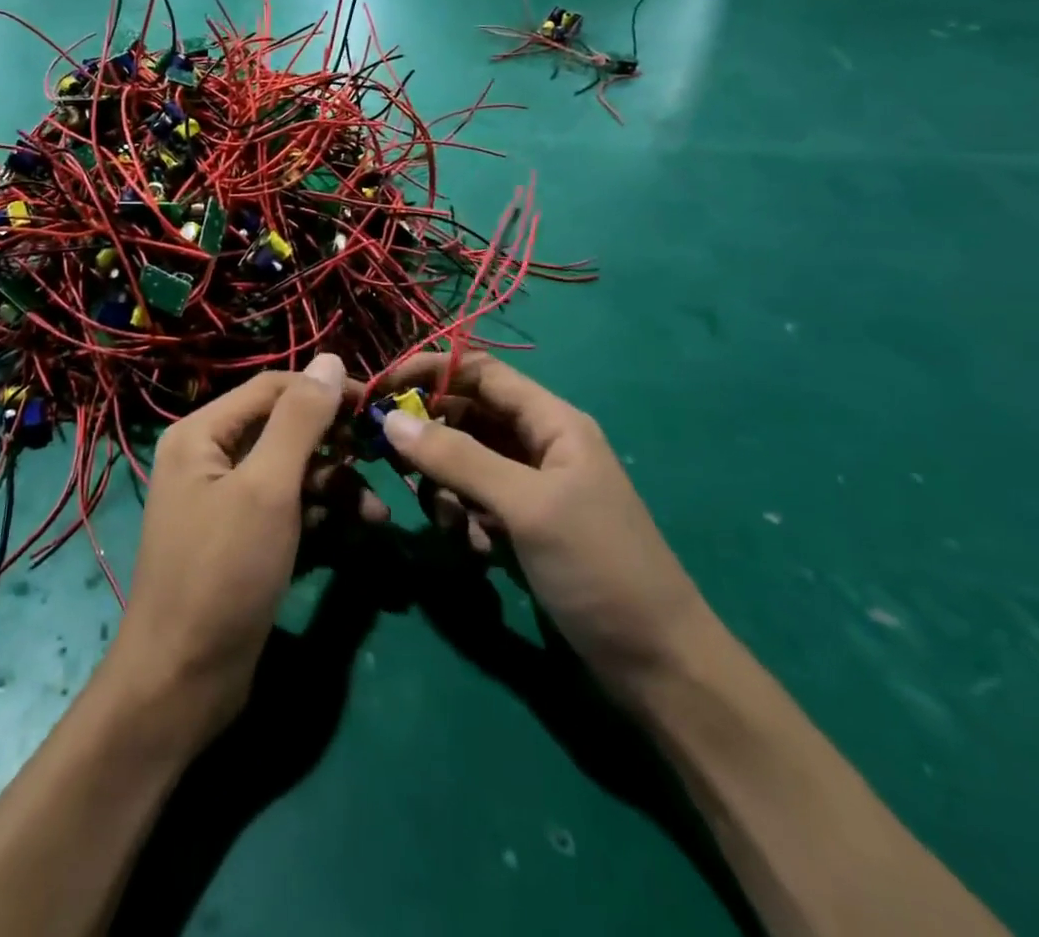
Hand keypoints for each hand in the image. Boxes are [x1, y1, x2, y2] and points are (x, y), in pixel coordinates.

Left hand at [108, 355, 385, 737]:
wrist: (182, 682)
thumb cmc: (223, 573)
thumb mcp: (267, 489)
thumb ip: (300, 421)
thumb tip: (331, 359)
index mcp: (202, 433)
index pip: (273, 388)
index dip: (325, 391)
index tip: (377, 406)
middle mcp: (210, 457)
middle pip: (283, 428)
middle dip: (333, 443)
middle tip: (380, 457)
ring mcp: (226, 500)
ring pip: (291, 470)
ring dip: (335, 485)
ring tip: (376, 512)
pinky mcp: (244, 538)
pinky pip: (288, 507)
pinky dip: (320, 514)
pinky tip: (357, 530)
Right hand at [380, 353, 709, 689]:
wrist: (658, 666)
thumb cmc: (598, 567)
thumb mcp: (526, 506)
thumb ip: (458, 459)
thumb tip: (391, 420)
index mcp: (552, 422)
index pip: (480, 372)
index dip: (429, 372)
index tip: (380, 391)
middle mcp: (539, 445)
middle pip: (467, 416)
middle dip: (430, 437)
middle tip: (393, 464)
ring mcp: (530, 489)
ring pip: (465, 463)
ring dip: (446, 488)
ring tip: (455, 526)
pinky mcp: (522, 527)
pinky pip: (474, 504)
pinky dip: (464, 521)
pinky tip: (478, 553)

○ ○ ○

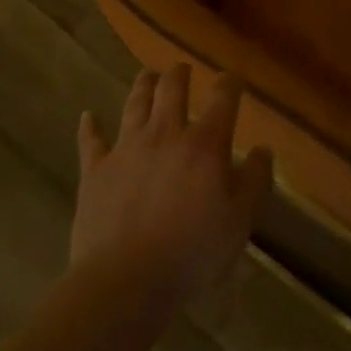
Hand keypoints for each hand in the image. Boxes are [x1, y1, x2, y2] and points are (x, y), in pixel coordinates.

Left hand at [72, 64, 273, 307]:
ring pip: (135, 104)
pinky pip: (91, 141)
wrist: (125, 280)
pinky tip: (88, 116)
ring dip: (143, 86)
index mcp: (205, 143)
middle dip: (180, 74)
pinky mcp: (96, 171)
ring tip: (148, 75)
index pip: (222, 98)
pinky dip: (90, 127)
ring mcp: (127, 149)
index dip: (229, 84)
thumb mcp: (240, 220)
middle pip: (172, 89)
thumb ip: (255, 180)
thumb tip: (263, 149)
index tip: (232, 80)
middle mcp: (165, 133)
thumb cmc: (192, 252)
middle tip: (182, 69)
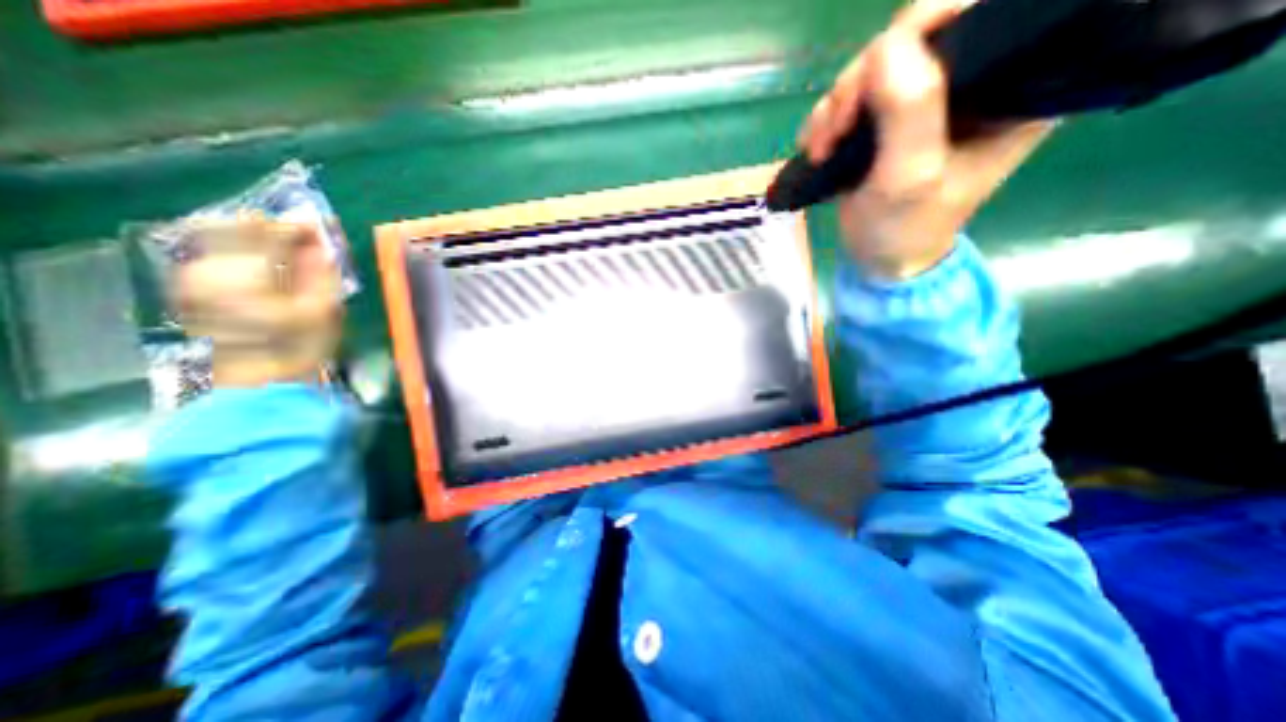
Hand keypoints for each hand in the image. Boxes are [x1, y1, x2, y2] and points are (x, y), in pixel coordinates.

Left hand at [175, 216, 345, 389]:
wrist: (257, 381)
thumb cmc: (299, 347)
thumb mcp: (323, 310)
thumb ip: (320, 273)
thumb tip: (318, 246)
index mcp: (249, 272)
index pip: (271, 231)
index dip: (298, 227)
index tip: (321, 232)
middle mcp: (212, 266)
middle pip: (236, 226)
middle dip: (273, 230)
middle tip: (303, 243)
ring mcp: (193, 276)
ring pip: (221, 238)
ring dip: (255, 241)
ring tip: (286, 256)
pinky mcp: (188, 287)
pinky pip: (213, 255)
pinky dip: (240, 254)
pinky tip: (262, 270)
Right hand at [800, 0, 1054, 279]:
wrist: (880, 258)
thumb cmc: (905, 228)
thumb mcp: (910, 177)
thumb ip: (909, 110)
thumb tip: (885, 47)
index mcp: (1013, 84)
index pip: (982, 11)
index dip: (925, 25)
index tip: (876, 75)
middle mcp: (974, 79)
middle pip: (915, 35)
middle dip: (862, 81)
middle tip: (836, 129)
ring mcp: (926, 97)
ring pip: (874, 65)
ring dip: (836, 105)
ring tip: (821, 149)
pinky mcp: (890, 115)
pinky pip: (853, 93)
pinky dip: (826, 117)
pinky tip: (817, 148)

○ ○ ○

## WHAT THE TASK REQUIRES
From the records above, copy out the line with "ring dip: (836, 105)", the line with "pinky tip: (817, 148)", and every line between them, word for word.

## RESULT OF THE EXERCISE
ring dip: (836, 105)
ring tip: (821, 149)
pinky mcp: (890, 115)
pinky pip: (853, 93)
pinky dip: (826, 117)
pinky tip: (817, 148)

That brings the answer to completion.